**Work instructions**
Return every line from the records below with the string "path".

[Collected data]
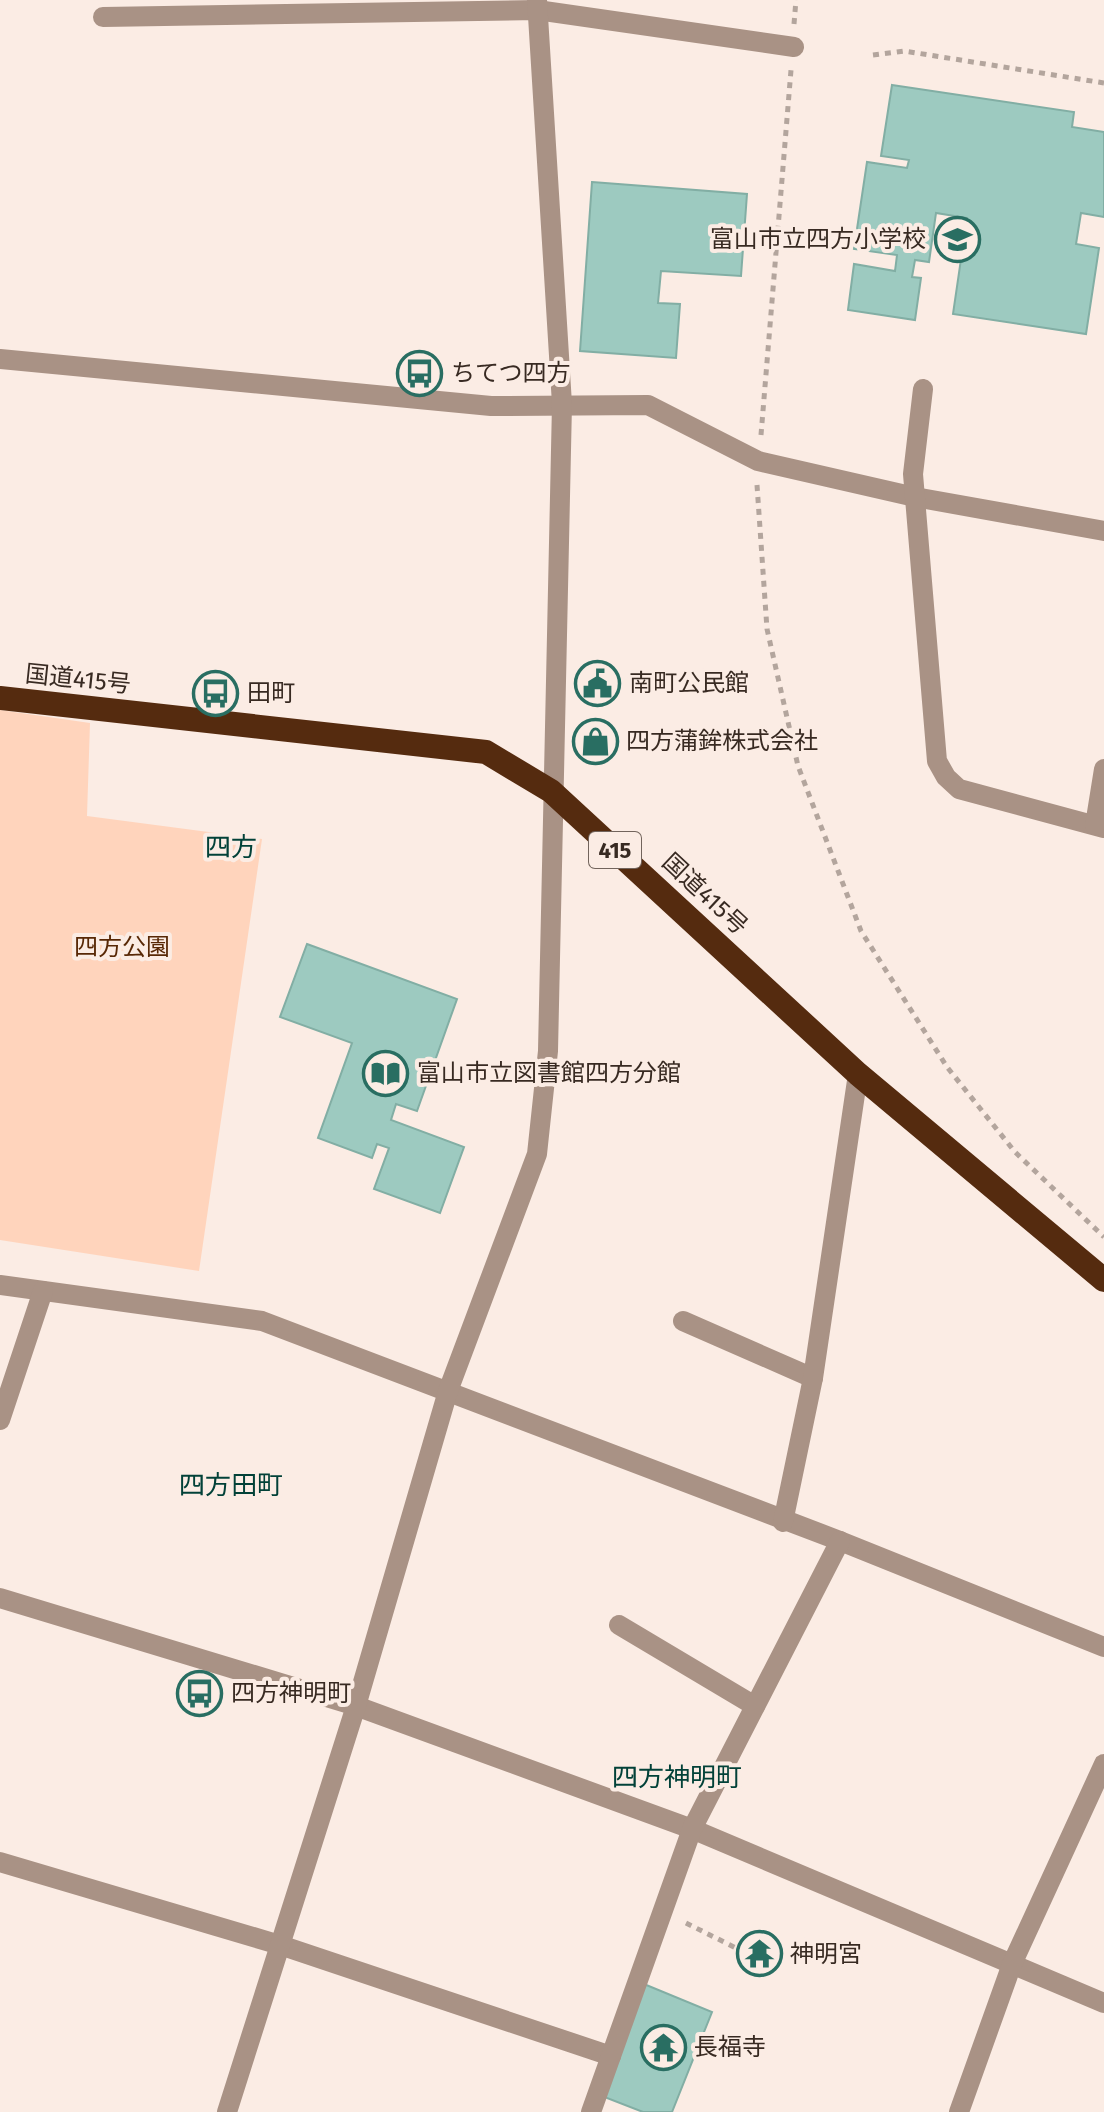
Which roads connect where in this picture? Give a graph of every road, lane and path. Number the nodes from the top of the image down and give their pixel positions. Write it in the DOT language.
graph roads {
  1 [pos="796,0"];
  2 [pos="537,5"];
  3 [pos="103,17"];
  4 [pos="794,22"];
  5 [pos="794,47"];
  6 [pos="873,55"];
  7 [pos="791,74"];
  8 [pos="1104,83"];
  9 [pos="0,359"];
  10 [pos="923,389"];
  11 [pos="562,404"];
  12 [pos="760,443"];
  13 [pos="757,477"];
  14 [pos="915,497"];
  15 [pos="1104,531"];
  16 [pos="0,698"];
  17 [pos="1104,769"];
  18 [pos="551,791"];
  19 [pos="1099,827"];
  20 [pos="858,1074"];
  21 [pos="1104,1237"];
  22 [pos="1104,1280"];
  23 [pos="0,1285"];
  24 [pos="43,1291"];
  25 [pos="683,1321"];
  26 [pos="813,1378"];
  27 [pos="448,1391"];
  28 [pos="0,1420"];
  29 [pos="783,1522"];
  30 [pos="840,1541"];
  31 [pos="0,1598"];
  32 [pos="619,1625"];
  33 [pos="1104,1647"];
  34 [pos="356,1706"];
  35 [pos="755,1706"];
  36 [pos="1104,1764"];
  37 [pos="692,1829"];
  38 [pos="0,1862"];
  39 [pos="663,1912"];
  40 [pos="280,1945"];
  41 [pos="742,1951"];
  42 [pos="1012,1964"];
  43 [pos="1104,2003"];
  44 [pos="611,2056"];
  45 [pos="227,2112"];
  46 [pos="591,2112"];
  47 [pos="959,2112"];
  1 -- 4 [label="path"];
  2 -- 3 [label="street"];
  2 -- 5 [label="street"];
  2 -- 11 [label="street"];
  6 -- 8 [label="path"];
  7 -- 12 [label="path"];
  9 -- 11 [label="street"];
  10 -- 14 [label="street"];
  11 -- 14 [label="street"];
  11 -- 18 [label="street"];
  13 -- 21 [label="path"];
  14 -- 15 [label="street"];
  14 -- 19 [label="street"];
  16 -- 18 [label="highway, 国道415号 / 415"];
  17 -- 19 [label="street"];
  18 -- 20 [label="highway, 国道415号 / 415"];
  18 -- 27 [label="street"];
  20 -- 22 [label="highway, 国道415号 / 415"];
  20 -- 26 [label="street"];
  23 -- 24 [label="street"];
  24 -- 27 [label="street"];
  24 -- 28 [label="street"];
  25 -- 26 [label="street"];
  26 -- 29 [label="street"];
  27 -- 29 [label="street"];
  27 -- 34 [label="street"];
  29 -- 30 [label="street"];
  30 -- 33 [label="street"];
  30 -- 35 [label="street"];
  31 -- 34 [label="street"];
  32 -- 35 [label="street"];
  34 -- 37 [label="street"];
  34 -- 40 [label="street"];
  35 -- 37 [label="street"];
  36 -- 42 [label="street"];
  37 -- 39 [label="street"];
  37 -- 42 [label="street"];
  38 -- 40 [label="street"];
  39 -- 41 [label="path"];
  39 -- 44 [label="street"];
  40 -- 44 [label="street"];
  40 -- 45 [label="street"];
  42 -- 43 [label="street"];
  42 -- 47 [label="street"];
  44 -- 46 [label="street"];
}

**Task output**
Which roads connect where in this picture? Give a graph of every road, lane and path. Number the nodes from the top of the image down and give their pixel positions. Write it in the DOT language.
  1 -- 4 [label="path"];
  6 -- 8 [label="path"];
  7 -- 12 [label="path"];
  13 -- 21 [label="path"];
  39 -- 41 [label="path"];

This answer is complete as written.